Thursday, 8 November 2012

Lagos offers banned okada riders new job opportunities




The Lagos State Government is working on a number of options to engage genuine commercial motorcycle operators, recently thrown out of jobs as a result of the implementation of the new traffic law, in meaningful ventures.

The Commissioner for Transportation, Mr. Kayode Opeifa, dropped the hint in Lagos on Wednesday, stressing that the move was meant to give only the registered operators a new lease of life.
 
Many of the okada riders, as the commercial motorcycle operators are called, have had to abandon the business, as the new law prohibits them from plying major roads and bridges in the state. According to the new traffic law, only those with 200cc engine capacity can operate in the permitted areas.
 
Some aggrieved operators have been protesting against the new policy and a few people sympathetic to their cause have urged the state government to rescind its decision in view of the multitude that will be affected.
 
But Opeifa, who spoke at the 11th Business Forum of the Lagos State University’s MBA Heritage held on Lagos Island on Wednesday, said that there was no going back on the decision.
 
He said, “We are resolute about the Road Traffic Law; there is no going back on it.
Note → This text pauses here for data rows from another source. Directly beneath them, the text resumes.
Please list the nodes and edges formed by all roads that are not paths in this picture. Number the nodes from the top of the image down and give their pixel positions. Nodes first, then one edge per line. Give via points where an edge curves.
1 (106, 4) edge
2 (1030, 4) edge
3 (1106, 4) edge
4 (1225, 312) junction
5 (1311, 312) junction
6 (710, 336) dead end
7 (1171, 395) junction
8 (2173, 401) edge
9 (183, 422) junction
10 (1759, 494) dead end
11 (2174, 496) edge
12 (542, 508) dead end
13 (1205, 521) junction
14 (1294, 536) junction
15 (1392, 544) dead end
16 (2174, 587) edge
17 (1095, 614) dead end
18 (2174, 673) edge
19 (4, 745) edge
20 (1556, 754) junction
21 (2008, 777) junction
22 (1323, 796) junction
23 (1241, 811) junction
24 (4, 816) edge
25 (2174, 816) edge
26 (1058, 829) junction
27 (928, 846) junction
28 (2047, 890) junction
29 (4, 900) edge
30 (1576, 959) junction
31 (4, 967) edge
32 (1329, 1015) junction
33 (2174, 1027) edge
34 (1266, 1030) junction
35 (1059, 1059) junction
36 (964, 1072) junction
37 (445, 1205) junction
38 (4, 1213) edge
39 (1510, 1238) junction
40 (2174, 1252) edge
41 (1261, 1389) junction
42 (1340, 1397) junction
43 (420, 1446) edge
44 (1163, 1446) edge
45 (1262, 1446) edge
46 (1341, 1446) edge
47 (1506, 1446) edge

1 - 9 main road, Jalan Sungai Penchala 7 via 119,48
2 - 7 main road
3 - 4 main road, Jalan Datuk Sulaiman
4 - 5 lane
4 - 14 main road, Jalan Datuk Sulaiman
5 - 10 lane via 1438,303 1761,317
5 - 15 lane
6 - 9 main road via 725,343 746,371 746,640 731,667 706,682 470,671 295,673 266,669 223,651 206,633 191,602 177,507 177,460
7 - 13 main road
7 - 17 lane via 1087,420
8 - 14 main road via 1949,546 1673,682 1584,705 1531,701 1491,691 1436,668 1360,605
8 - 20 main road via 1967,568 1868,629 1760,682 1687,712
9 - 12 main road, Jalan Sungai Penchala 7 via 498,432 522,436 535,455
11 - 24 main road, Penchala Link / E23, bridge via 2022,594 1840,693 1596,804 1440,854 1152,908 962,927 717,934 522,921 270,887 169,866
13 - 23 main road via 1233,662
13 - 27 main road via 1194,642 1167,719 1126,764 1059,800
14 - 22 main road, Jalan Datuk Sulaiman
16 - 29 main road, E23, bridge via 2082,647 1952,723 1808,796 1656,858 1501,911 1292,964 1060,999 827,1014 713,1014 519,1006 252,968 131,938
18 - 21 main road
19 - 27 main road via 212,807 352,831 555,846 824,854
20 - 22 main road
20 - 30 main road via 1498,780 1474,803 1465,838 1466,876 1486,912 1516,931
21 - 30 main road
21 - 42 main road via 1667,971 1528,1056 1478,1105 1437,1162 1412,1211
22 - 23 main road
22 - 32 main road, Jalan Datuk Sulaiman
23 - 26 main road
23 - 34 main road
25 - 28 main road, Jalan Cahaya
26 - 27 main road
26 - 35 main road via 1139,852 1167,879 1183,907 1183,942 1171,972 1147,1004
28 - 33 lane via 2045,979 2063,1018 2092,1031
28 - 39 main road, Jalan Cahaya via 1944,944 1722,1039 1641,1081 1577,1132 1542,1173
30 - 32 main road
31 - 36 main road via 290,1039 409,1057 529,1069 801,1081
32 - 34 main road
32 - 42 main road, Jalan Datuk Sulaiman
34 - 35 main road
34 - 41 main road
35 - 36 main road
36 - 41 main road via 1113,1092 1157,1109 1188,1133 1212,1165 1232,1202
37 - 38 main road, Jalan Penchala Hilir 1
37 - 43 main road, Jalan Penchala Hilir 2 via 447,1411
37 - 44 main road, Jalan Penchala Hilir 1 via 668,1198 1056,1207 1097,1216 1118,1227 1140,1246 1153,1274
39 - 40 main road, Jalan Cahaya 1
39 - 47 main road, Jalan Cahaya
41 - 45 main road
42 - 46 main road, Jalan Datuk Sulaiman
But we are going to re-certify the okada operators resident in Lagos.
 
“We are going to start a registration process, and in the process, if we discover those who have skills, we will send them to the skill acquisition centres established by the state government to hone these skills.”
 
Opeifa, who spoke on the theme, ‘Effect of Transportation on Nigeria’s Economy,’ stressed that okada could not be regarded as a means of transportation, as nobody wished to bequeath it as an inheritance to their children.
 
The commissioner, therefore, said the state government would re-register the operators with a view to providing the genuine ones adversely affected by the policy other job opportunities.
 
“Some of them could be absorbed into the LAGBUS as conductors and drivers. We also have agriculture, where some of them can also be useful. Apart from our farms in Lagos, we have bought landed property in Ogun State and Abuja, and we are going to buy more in Benue for agriculture. So, the options are there for them,” he said.
 
According to him, the state government plans to assist some of the okada riders with the acquisition of skills to make them employable or to become self-employed.
 
Opeifa also said some of them would be assisted to own bakeries after undertaking the needed training.
 
But the Managing Director, Megavons West Africa Limited, Dr. Rotimi Oladele, expressed the view that the okada business could be reorganised, and urged the state government to re-brand it as a community transport system.
 
Although Oladele, who was a keynote speaker at the forum, commended the state government for its efforts in transforming Lagos, he said there was still a need for a truly masses-oriented means of transport, which the okada business represented.
 
“Let us re-brand them as community transport system, license them and restrict them to their domiciliary local government areas,” he said.
Opeifa said there was a need for the development of multi-modal transportation system for the economy to grow.
 
“The groundnut pyramids were moved from the North down to Lagos by the railway; likewise, cocoa and some other farm produce. The system worked then, and all that seems to have died now,” he said.
Opeifa advised that the review of the Constitution currently going on should whittle down some powers of the government at the centre, so that states and local governments could develop the modes of transportation that suited them.